Derrick Rose owes Bulls’ fans nothing. While they may have bought the jersey or just a shirt with half of Derrick Rose’s face combined with half of the Bulls logo, Rose owes the Bull fans nothing. Mr. Rose is calculated in his prolonged return from a torn ACL more than a year ago, and he might even be doing fans a favor by sitting out.
The Bulls will lose to the Heat. This isn’t a prediction; it’s a pretty solid assumption. Even if Derrick Rose made a miraculous return, he hasn’t played in an NBA game in more than a year. His pace, chemistry with teammates, and general skills might take a game or five to readjust. If Rose were playing, or had been playing, the Heat would still be heavy favorites in the series.
Now, it just leaves Bulls fans a minor excuse when the Heat win in four or five games.
Clearly, Rose is thinking beyond this season.
Miami is the favorite in the NBA for the near future. If the Heat don’t win it all this year or next year, the Western Conference supplies the next two or three favorites. Instead of hastening a return, even if he feels fully healthy now, Rose is conserving his body and prolonging his promising prime to (maybe) play in a season or two when he can be on one of the top three teams in the league.

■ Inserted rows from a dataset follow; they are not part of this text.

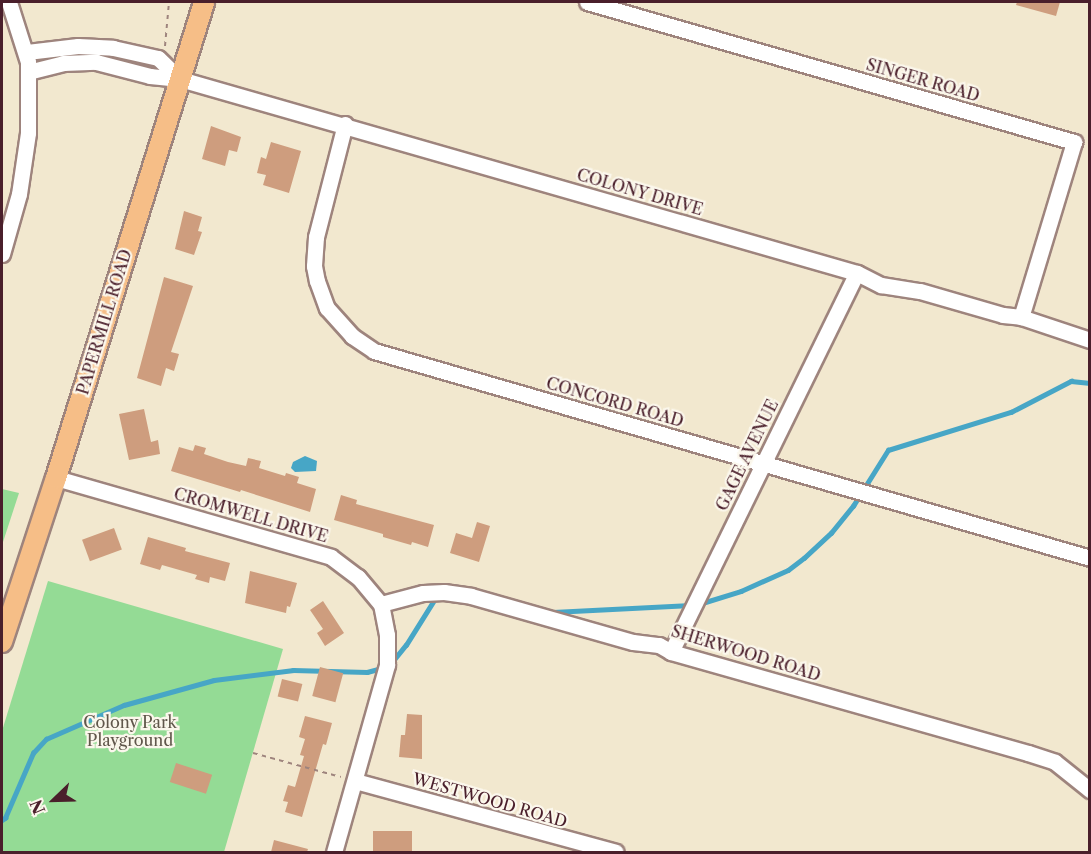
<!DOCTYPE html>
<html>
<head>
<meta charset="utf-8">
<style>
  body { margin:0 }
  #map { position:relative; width:1091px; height:854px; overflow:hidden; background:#f2e8cf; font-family:"Libre Caslon Text",serif }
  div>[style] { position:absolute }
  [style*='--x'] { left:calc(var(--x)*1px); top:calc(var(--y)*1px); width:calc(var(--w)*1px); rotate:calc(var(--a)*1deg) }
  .green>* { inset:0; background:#94db95 }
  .water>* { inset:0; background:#47a6c6 }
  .stream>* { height:4.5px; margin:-2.25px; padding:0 2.25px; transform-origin:2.25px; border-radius:2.25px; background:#47a6c6 }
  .building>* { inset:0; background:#ce9d7e; transform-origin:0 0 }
  .path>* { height:2px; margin-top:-1px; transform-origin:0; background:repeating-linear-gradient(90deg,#9e847d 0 4.5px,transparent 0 9px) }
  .roads { filter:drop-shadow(2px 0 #9e847d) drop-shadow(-2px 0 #9e847d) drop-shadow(0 2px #9e847d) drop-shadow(0 -2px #9e847d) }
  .minor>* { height:15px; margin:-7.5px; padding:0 7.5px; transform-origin:7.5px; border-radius:7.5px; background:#fff }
  .major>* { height:20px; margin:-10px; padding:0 10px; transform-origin:10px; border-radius:10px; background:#f6be87 }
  span { translate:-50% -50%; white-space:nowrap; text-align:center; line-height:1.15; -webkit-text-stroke:4.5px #fbf7ec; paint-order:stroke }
  .street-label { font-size:16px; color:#4a1f2b }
  .park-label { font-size:16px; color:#60574b }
  .frame { position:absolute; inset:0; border:3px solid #4a1f2b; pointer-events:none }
  .north { position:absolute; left:24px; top:770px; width:60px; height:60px; -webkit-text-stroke:4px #fbf7ec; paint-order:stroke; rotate:247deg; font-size:16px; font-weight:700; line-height:24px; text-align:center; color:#4a1f2b }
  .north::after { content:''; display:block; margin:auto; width:21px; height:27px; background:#4a1f2b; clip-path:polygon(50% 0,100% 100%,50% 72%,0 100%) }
</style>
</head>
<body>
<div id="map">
  <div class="green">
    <div style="clip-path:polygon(2px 489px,19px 493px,2px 545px)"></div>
    <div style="clip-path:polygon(48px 581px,283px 649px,224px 852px,2px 852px,2px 731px)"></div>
  </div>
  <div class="water">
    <div style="clip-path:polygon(305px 456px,317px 461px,316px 471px,295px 472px,291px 468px,293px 462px)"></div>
  </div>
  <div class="stream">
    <div style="--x:699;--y:604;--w:44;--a:-17.2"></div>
    <div style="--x:741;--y:591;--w:51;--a:-24.1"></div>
    <div style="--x:788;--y:570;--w:20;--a:-37"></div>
    <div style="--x:804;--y:558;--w:37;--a:-43"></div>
    <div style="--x:831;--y:533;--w:35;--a:-51"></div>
    <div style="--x:853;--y:506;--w:66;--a:-58"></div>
    <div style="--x:888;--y:450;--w:129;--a:-17.2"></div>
    <div style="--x:1011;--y:412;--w:68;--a:-27.3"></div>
    <div style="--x:1071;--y:381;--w:19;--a:6"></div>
    <div style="--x:553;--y:612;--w:138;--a:-2.9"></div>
    <div style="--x:392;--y:662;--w:22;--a:-51"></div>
    <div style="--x:406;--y:645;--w:57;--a:-58"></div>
    <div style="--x:2;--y:820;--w:4;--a:-34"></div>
    <div style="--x:5;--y:818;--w:71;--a:-66.7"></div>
    <div style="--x:33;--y:753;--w:19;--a:-47"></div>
    <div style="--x:46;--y:739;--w:85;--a:-23.6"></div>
    <div style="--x:124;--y:705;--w:93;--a:-15.5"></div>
    <div style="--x:214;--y:680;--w:80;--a:-7.2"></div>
    <div style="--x:293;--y:670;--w:74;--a:1.5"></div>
    <div style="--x:367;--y:672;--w:16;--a:-15"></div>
  </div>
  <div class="building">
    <div style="clip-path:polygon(1017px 2px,1060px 2px,1056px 16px,1016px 5px)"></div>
    <div style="clip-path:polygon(211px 126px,241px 137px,237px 152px,229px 150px,225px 166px,202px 159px)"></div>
    <div style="clip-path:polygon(271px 142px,301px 151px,289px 193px,263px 185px,266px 175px,257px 173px,261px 157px,266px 159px)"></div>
    <div style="clip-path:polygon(184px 211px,202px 217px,198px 231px,202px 232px,194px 255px,175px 249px)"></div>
    <div style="clip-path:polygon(164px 277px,193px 286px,171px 352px,179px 354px,174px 371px,166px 368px,161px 386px,137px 378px)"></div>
    <div style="clip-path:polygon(144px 409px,151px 442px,158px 440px,160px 454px,129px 460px,119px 414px)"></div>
    <div style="clip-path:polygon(195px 445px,206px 448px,204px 454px,228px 462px,246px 466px,248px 458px,261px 461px,259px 468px,285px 476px,286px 473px,299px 477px,297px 483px,316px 489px,310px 512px,241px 490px,240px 492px,171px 471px,179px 447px,193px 451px)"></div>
    <div style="clip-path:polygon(341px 495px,357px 500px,356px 504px,434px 525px,428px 547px,412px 542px,411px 545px,383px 537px,383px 534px,334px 520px)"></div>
    <div style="clip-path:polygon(477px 522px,490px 526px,479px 562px,450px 553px,456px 533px,472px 538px)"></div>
    <div style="left:114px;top:528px;width:23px;height:34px;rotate:70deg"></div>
    <div style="clip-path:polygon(148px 537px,186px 548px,185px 551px,230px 563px,225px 581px,210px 577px,209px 583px,195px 579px,197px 575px,162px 565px,160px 570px,140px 564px)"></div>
    <div style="clip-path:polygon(250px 571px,297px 583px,290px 607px,287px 606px,286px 613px,245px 603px)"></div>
    <div style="clip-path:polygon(323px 601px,344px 633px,325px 646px,317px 633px,323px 629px,310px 610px)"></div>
    <div style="left:320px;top:667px;width:24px;height:30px;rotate:15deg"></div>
    <div style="left:282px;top:679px;width:21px;height:18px;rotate:14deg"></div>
    <div style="clip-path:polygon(407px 714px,422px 715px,422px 759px,399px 757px,401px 735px,405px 735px)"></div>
    <div style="clip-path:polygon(305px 716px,332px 723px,326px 745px,323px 744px,302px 817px,285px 812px,288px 802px,283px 801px,288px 785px,295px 787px,304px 756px,300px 755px,305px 739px,299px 737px)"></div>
    <div style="left:176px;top:763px;width:38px;height:20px;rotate:18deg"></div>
    <div style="left:412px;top:831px;width:21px;height:39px;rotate:90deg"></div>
    <div style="clip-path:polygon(274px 840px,308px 849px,307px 852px,271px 852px)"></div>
  </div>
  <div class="path">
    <div style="--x:165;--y:46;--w:44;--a:-84.8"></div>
    <div style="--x:253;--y:753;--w:91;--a:15.3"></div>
  </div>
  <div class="roads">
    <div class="minor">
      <div style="--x:587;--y:2;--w:507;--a:16.04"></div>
      <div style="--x:1074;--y:142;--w:183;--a:106.8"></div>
      <div style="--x:27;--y:52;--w:51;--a:-6.7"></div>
      <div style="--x:78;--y:46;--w:35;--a:3"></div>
      <div style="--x:113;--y:48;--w:46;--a:12.5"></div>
      <div style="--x:158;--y:58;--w:30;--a:44"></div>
      <div style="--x:28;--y:72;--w:36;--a:-14"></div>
      <div style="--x:63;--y:63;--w:33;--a:-2"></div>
      <div style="--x:96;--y:62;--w:56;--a:14.5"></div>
      <div style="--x:150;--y:76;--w:30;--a:6"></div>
      <div style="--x:180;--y:79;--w:704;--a:15.99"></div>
      <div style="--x:857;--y:273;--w:27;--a:27"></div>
      <div style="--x:881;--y:285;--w:39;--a:9"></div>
      <div style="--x:920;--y:291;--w:86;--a:16.1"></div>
      <div style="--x:1003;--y:315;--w:18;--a:6"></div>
      <div style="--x:1021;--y:317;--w:73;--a:18.4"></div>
      <div style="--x:345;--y:124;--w:117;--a:104.4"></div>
      <div style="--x:316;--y:237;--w:29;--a:94"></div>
      <div style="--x:314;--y:266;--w:15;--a:79"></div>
      <div style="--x:317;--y:281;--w:29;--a:70"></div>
      <div style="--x:327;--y:308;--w:38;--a:48"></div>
      <div style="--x:352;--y:336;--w:27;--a:34"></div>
      <div style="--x:374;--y:351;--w:745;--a:16.12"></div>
      <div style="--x:2;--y:254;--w:62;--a:-74.2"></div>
      <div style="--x:19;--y:194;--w:62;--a:-81.6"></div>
      <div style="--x:28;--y:133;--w:71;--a:-90"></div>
      <div style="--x:28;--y:62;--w:63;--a:-107.6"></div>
      <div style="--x:56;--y:478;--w:286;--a:16"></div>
      <div style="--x:331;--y:557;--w:34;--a:37"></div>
      <div style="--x:358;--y:577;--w:35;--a:50"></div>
      <div style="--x:381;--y:604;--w:32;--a:79"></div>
      <div style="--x:387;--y:635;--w:30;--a:90"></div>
      <div style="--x:387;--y:665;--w:194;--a:105.8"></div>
      <div style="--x:381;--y:604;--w:43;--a:-14.7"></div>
      <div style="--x:423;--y:593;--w:21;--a:-3"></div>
      <div style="--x:444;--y:592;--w:27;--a:8"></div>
      <div style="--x:471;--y:596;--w:168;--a:15.9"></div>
      <div style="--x:633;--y:642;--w:26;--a:7"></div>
      <div style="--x:659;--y:645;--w:14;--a:30"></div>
      <div style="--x:671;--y:652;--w:371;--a:15.8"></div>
      <div style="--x:1028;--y:753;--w:28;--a:18"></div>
      <div style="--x:1055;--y:762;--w:45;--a:38.7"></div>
      <div style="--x:671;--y:652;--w:422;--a:-63.9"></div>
      <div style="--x:355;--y:781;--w:270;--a:15.2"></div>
    </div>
    <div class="major">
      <div style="--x:2;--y:642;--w:173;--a:-71.8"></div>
      <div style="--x:56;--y:478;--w:498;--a:-72.7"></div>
    </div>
  </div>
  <div class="street-label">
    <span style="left:923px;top:80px;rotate:16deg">SINGER ROAD</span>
    <span style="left:640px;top:192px;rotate:16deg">COLONY DRIVE</span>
    <span style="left:104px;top:322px;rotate:-73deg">PAPERMILL ROAD</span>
    <span style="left:615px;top:402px;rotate:16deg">CONCORD ROAD</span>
    <span style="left:747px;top:455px;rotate:-64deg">GAGE AVENUE</span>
    <span style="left:251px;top:515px;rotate:16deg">CROMWELL DRIVE</span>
    <span style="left:746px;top:653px;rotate:17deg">SHERWOOD ROAD</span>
    <span style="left:490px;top:800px;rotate:16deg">WESTWOOD ROAD</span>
  </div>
  <div class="park-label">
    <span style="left:130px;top:731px">Colony Park<br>Playground</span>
  </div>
  <div class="frame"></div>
  <div class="north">N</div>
</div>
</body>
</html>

A number of top-tier basketball players played through the pain in their careers with early retirement as a consequence. Pete Maravich and Bill Walton lasted 23 years combined in the league and had Hall of Fame careers. But both were hampered by constant injuries they often played on and were out of the league much earlier than they had hoped.
For a more recent example, Brandon Roy won NBA Rookie of the Year in 2007 but retired by 2011 because of bad knees. The shooting guard knew his knees were bothersome before the 2008 season, but he played as many games as he physically could, resulting in a quick deterioration of cartilage. A return this past year was unsuccessful, with Roy playing in just five games all season for the Timberwolves.
Points to other sports for examples of success don’t fly, either. Just because Adrian Peterson and Willis McGahee returned from horrific knee injuries to be as good as they were doesn’t mean Rose automatically will, too. Basketball involves a lot more jumping and landing than football, and there are 82 games in an NBA regular season, not 16.
Rose is biding his time this year while the King reasserts his claim for the throne. This decision isn’t sexy now, but the former Memphis star is calculated.
Derrick Rose is 24, while basketball’s best LeBron James, is 28. There will be a time in the NBA future where Rose will be in his prime while James will be on the decline, assuming both stay healthy.
Rose will likely be a Chicago player for his entire career. He’s a Chicago native that invested in a Chicago pizza chain. It’s when he’s 30, one of the league’s best, and on a contending team that Chicago fans will realized Rose knew what he was doing in 2013 all along.